For budding musicians, heavy metal can be the most interesting, yet difficult genre to play. There are few songs that a novice would be able to manage on any of the typical instruments. Metal musicians generally progress through learning other styles including folk, pop, rock and different classical genres before they are able to take on heavy metal. Perhaps that is why the genre is more accessible to those who already enjoy jazz and classical music – in fact it is often best compared with the New Complexity subgenre of contemporary classical music, often being dissonant and highly technical, with variant tunings and complex polyrhythms. Those who find leaders of the heavy metal genre such as Meshuggah and Sikth difficult to listen to, will also find classical contemporaries such as Richard Barrett and Claus-Steffen Mahnkopf similarly impenetrable.

There are two natural routes by which people progress to heavy metal music. The first takes people from pop music, through rock music, with songs which retain a simple structure and melodious style, but make use of distorted guitars and ‘heavy’ bass and drums, onto subgenres such as thrash metal and thence onto the heavier and more experimental bands.

The second route is through a desire for technical complexity which is not found in mainstream popular music and is only satiated by jazz, classical, metal and, increasingly, some electronic subgenres. Most who take this route will be musicians themselves and will have a good understanding of what they are listening to and how to describe the styles, techniques and musical elements used.

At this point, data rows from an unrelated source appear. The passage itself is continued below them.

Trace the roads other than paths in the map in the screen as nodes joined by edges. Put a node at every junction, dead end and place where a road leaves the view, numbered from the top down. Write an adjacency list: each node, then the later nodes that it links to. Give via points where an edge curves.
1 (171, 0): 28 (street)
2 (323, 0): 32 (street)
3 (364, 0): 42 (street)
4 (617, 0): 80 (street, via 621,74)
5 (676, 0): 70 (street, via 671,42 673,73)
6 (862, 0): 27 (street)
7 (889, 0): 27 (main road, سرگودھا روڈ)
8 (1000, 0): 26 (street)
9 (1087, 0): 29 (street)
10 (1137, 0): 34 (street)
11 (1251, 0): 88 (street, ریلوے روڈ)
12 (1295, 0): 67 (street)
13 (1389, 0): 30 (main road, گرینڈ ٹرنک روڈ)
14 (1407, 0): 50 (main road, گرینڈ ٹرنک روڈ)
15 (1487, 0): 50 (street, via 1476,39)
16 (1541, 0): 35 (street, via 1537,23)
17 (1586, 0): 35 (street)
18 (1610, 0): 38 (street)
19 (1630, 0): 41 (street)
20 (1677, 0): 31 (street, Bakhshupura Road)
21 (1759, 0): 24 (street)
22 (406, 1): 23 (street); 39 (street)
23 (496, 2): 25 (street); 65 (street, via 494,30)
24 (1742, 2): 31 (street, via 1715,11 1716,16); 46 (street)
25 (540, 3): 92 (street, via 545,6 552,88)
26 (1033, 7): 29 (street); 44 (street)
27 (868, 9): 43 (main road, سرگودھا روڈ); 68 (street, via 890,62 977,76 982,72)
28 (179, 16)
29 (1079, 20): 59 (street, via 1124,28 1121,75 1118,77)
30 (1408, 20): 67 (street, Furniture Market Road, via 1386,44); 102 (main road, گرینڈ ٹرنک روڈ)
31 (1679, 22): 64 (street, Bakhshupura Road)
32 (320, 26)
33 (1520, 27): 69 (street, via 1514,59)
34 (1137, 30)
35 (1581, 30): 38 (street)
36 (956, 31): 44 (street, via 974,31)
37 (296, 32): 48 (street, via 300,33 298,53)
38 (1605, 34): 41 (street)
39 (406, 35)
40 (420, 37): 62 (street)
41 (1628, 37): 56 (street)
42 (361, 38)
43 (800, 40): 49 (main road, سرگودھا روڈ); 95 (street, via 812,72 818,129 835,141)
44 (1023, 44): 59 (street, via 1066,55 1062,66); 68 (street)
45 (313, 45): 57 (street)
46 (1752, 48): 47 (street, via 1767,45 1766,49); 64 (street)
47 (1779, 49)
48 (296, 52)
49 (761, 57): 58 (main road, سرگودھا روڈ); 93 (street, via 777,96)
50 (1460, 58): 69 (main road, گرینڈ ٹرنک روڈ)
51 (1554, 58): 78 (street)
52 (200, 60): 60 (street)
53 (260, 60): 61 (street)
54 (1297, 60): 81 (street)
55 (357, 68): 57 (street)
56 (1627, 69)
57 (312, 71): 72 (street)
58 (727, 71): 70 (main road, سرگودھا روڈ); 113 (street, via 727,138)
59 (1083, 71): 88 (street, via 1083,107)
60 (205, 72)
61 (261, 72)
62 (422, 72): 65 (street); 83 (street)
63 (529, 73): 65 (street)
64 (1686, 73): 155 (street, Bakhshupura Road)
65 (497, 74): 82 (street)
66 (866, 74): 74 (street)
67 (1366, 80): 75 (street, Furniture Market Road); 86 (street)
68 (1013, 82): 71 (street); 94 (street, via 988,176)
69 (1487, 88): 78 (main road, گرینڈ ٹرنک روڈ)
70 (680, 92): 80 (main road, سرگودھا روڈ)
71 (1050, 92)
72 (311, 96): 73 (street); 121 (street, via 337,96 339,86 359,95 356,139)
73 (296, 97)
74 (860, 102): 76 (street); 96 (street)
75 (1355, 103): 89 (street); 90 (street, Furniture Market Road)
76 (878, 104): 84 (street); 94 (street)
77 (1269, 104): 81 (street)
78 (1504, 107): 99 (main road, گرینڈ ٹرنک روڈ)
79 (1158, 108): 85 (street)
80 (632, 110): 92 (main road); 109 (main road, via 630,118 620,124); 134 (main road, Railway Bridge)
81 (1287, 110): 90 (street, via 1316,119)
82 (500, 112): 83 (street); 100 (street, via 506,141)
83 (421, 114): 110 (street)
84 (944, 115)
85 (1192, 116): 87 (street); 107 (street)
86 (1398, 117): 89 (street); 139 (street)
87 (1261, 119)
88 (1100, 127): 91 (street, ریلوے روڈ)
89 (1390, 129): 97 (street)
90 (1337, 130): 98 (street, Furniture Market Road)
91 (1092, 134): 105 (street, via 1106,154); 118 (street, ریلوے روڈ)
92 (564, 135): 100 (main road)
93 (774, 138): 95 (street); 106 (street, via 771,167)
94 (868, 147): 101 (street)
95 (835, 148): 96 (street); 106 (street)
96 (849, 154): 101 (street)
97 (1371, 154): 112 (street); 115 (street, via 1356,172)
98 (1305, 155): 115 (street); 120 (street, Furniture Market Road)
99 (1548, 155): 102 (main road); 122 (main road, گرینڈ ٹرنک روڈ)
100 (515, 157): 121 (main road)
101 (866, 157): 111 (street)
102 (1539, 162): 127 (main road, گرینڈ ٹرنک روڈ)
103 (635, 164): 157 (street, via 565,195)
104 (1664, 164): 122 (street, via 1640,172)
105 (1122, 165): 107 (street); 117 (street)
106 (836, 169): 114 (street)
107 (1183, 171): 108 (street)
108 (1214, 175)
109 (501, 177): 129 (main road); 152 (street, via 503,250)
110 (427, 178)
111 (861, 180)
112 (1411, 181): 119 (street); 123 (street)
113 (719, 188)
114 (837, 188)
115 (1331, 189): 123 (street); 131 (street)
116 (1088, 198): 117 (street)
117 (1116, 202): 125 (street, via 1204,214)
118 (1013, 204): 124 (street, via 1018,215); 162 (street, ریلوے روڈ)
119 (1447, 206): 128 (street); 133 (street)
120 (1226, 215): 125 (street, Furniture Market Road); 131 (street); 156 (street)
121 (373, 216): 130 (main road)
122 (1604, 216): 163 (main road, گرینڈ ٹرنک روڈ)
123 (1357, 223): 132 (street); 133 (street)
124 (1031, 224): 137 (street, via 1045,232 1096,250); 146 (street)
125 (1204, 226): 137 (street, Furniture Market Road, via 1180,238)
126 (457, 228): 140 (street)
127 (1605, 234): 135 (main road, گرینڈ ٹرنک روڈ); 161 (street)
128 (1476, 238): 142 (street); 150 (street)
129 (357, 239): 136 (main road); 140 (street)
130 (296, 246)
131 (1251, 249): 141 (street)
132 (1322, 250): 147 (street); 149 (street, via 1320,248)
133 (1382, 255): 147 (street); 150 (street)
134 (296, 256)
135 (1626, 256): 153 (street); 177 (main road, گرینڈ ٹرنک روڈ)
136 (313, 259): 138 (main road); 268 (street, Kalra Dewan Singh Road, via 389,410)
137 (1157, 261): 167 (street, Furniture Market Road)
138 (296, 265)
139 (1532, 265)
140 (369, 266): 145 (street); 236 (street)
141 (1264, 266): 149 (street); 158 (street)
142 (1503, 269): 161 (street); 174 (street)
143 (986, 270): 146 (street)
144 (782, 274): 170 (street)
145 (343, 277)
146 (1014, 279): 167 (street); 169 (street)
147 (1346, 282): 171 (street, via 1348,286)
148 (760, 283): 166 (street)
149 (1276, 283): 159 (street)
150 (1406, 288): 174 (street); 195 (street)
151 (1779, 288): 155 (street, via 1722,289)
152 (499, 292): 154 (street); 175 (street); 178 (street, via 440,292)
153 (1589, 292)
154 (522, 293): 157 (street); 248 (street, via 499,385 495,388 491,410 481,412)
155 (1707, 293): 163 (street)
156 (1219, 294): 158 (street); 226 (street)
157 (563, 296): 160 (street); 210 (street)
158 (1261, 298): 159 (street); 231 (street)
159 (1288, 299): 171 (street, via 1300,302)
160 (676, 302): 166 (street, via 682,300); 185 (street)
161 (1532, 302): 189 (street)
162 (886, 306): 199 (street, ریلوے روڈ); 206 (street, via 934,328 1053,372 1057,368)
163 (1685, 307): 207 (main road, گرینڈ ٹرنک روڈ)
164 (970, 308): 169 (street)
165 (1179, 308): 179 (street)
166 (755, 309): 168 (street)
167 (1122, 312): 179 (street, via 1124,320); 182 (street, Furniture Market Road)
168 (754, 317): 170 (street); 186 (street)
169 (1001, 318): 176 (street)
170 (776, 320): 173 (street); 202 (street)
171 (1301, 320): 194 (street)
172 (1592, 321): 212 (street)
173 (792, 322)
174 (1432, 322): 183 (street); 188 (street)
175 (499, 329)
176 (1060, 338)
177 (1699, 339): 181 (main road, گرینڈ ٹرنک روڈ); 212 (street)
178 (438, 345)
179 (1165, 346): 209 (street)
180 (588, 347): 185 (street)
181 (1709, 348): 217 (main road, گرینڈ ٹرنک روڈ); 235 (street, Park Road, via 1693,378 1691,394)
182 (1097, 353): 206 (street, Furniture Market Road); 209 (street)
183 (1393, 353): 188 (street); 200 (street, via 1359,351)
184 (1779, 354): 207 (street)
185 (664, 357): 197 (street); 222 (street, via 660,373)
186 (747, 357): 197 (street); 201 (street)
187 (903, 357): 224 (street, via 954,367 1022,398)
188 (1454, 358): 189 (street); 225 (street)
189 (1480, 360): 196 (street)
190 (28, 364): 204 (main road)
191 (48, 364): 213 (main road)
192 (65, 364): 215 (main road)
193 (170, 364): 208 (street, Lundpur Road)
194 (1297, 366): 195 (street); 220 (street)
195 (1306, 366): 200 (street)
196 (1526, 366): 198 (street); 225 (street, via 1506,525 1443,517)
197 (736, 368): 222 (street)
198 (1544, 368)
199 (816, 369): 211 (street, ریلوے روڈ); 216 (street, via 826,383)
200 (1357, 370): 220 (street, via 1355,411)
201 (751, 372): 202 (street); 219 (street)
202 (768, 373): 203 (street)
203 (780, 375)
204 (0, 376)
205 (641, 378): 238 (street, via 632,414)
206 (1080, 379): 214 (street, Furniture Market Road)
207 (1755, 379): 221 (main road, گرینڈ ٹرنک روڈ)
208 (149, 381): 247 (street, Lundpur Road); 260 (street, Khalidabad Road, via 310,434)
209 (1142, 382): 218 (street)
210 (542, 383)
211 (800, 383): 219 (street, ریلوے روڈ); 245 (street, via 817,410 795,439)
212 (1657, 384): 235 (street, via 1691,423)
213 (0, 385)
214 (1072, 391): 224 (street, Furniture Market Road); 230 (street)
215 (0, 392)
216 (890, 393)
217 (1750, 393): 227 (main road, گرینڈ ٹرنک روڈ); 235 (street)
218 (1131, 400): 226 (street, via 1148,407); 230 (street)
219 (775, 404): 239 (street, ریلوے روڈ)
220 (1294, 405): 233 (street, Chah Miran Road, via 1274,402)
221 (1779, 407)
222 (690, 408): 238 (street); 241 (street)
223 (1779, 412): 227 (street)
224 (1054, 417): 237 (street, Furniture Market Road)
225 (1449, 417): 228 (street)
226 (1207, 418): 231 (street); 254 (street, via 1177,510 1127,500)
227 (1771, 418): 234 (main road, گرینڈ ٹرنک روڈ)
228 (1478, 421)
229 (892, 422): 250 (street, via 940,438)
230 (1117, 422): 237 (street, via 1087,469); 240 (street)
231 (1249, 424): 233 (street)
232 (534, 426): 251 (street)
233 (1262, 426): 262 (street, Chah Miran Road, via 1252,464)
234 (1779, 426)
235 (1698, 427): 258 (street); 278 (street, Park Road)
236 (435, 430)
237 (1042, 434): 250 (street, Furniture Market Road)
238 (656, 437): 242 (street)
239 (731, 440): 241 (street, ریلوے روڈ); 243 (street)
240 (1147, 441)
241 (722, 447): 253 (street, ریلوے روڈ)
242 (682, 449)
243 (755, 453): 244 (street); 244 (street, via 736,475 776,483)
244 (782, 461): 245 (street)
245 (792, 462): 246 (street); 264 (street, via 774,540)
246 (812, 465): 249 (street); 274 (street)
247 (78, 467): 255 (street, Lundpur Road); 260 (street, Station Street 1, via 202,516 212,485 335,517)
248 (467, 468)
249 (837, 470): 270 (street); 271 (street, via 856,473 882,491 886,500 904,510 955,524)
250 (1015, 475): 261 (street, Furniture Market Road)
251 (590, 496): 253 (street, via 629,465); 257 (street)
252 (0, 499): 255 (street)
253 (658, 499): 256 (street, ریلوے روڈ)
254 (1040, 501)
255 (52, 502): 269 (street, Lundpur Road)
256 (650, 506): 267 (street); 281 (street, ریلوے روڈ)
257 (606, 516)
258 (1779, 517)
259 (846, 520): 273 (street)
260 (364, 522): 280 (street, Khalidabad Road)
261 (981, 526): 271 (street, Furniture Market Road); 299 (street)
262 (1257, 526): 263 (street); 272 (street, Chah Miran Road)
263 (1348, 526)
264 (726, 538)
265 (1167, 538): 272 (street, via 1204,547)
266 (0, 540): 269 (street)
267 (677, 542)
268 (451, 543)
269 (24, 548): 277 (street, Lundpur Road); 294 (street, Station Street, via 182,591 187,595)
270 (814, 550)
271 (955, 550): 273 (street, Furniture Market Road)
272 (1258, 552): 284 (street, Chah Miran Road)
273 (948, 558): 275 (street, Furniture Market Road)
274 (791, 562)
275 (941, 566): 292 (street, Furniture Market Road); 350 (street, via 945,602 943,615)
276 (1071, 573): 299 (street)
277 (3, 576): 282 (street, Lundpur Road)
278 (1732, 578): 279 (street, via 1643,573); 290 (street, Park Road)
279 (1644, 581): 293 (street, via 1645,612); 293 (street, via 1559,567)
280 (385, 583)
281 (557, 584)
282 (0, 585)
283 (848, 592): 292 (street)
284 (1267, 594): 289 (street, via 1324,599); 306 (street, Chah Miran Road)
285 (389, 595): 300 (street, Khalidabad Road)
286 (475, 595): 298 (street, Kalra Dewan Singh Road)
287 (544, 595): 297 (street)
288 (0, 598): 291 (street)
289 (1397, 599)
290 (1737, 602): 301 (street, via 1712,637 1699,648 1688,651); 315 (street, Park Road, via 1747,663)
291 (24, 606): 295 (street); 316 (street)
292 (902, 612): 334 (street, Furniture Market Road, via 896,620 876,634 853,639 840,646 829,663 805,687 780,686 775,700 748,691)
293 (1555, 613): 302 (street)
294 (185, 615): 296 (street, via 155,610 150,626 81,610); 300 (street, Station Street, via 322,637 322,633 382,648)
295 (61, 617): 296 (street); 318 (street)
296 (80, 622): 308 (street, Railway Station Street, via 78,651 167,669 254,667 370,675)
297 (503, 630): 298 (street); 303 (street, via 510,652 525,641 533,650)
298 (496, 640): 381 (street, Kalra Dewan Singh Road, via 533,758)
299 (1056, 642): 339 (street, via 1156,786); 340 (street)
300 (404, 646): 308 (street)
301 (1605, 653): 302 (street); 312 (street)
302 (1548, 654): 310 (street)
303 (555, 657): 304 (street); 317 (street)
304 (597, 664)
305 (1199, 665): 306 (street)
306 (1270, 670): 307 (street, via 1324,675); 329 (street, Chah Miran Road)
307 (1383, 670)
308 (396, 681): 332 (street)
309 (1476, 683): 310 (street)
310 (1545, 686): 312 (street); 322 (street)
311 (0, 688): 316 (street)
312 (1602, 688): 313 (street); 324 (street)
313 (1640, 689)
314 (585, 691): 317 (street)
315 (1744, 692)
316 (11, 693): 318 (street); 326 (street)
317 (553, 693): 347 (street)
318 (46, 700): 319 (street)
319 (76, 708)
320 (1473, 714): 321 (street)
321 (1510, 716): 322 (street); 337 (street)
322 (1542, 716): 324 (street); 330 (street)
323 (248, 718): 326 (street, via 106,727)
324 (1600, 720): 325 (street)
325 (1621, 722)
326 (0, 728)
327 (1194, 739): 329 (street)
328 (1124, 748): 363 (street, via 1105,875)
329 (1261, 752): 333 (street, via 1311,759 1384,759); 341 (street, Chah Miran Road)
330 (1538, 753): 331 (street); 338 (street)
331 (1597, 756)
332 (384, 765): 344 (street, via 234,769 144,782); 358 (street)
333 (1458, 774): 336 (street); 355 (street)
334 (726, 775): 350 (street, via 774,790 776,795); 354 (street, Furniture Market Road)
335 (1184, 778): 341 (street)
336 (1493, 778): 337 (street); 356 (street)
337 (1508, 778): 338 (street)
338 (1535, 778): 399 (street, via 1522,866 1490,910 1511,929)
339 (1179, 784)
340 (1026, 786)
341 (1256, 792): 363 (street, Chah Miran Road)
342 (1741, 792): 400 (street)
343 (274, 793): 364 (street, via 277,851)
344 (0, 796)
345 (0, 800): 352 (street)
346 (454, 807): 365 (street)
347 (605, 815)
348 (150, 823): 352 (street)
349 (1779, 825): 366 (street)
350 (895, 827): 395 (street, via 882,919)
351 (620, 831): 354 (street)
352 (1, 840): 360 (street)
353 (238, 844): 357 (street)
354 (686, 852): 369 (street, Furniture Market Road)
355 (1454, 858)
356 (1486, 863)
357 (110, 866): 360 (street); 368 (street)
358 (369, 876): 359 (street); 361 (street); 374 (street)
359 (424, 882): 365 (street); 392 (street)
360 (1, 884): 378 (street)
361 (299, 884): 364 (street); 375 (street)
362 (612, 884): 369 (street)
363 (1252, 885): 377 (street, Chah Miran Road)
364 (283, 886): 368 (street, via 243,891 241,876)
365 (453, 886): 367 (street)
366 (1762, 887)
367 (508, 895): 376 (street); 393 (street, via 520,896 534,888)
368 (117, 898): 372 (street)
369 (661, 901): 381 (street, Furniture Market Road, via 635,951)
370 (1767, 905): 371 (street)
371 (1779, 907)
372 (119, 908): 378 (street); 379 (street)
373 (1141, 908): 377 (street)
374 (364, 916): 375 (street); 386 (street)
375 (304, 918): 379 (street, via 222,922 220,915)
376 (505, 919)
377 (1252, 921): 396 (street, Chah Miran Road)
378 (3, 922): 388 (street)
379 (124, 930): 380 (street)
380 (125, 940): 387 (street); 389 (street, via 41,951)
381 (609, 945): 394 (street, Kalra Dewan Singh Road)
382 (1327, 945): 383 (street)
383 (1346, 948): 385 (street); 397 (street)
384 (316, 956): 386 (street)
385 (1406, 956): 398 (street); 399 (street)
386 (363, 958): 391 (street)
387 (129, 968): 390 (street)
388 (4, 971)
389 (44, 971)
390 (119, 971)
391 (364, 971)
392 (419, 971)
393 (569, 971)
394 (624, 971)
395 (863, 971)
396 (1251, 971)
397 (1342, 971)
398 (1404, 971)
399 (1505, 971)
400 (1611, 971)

A third way in which people access heavy metal, which is sometimes found in teenagers is through the appeal of the stereotypical heavy metal image and fashion. Long hair for men and women is probably the most obvious sign of a metal fan, at least in the case of men. Depending on the bands they favor, they may dye their hair black, leave it straight or dye it other colors and have it Oomphed! Shaving the sides and back of the head but leaving the top long is known as an undercut and became popular in the late 1990s. Since then, metal fashion has relied less on the long hair element, although there is still something edgy left to it usually.As for clothing, bright colors are avoided and black is typically favored. Band t-shirts and logos are popular.

Many people dismiss heavy metal out of ignorance and pass this attitude onto others. Yet, for a novice musician to show an interest in heavy metal, is a bold statement of ambition. If you want to get the most out of music, heavy metal will give you much, much more than any mainstream pop ever can.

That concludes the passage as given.